> **Stored dataset items**
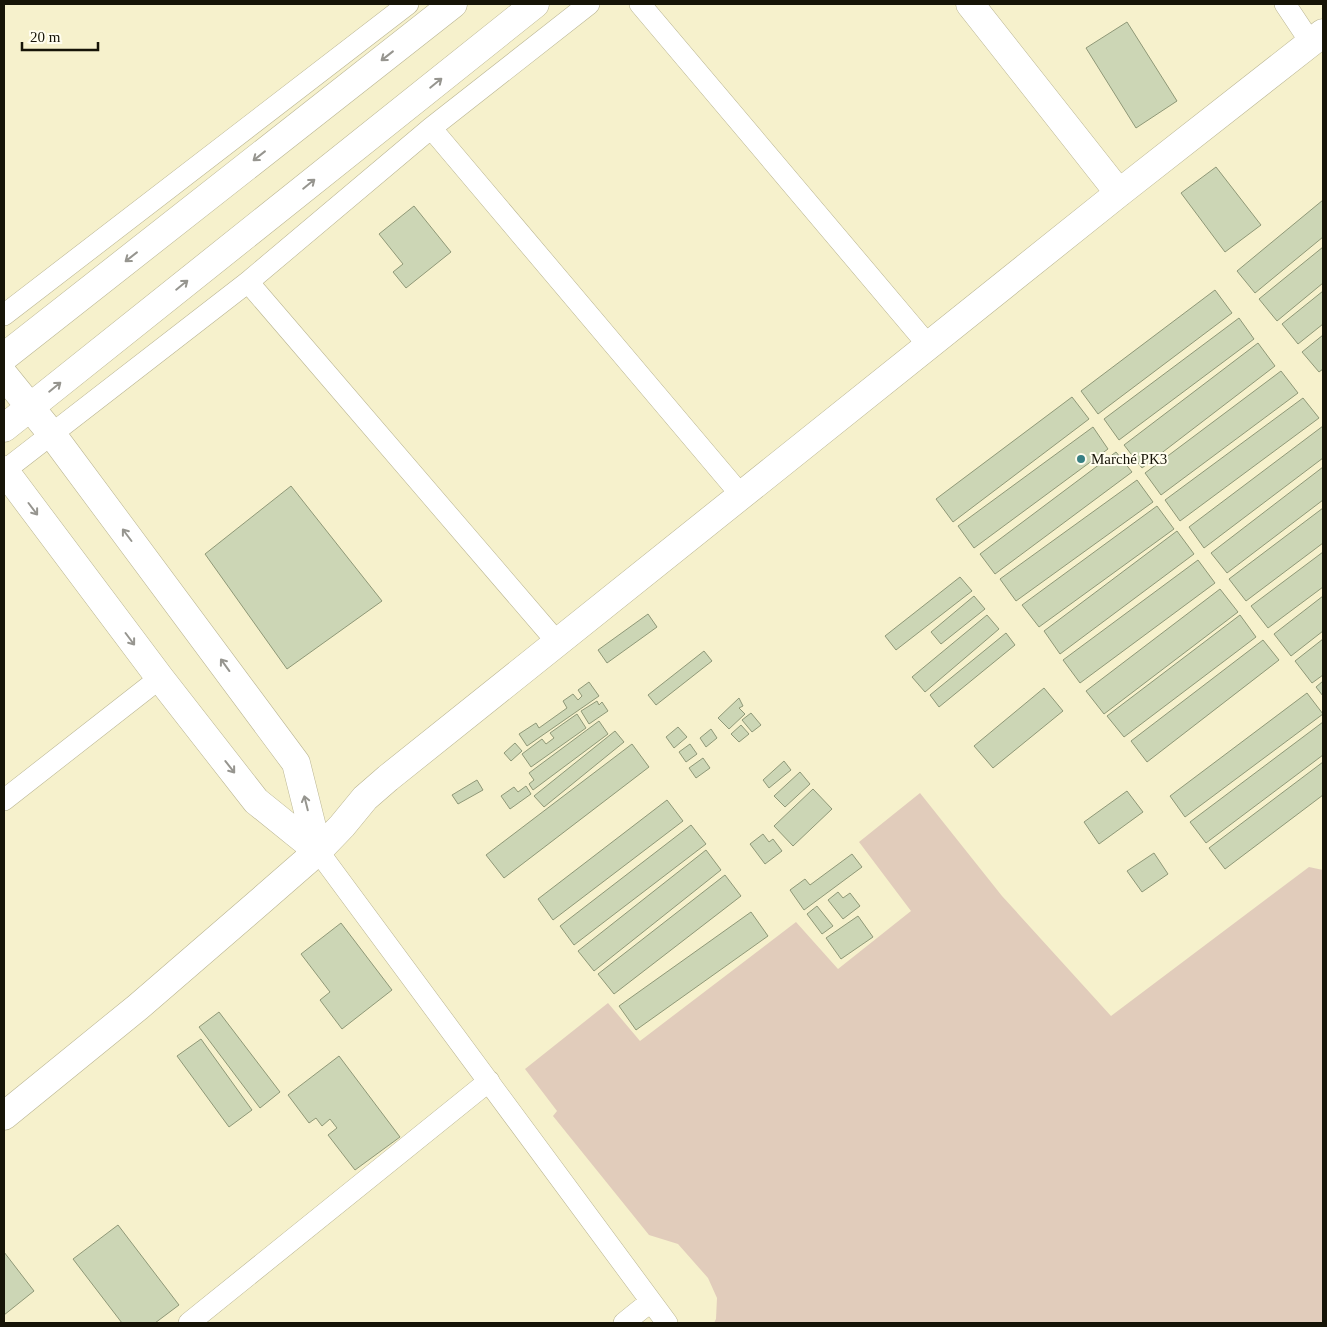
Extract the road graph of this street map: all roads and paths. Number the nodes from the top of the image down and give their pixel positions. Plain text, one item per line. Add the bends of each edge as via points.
1 (408, 4) edge
2 (452, 4) edge
3 (535, 4) edge
4 (589, 4) edge
5 (640, 4) edge
6 (970, 4) edge
7 (1285, 4) edge
8 (1317, 38) edge
9 (431, 128) junction
10 (1118, 193) junction
11 (248, 282) junction
12 (4, 315) edge
13 (928, 346) junction
14 (4, 357) edge
15 (4, 374) edge
16 (30, 408) junction
17 (4, 428) edge
18 (50, 433) junction
19 (4, 470) edge
20 (740, 495) junction
21 (557, 642) junction
22 (160, 678) junction
23 (4, 800) edge
24 (318, 851) junction
25 (489, 1081) junction
26 (4, 1116) edge
27 (650, 1302) junction
28 (189, 1323) edge
29 (624, 1323) edge
30 (668, 1323) edge

1 - 12 street
2 -> 14 street
16 -> 3 street
4 - 9 street
5 - 13 street
6 - 10 street
7 - 8 street
8 - 10 street
9 - 11 street
9 - 20 street
10 - 13 street
11 - 18 street
11 - 21 street
13 - 20 street
15 - 16 street
16 - 17 street
16 - 18 street
18 - 19 street
24 -> 18 street via 296,763
19 -> 22 street
20 - 21 street
21 - 24 street via 388,778
22 - 23 street
22 -> 24 street via 256,801
24 - 25 street
24 - 26 street via 138,1007
25 - 27 street
25 - 28 street
27 - 29 street
27 - 30 street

> **Task instructions**
Your reply should consist solely of the number of lines above that contain the word "junction".

> **Solution to this task**
12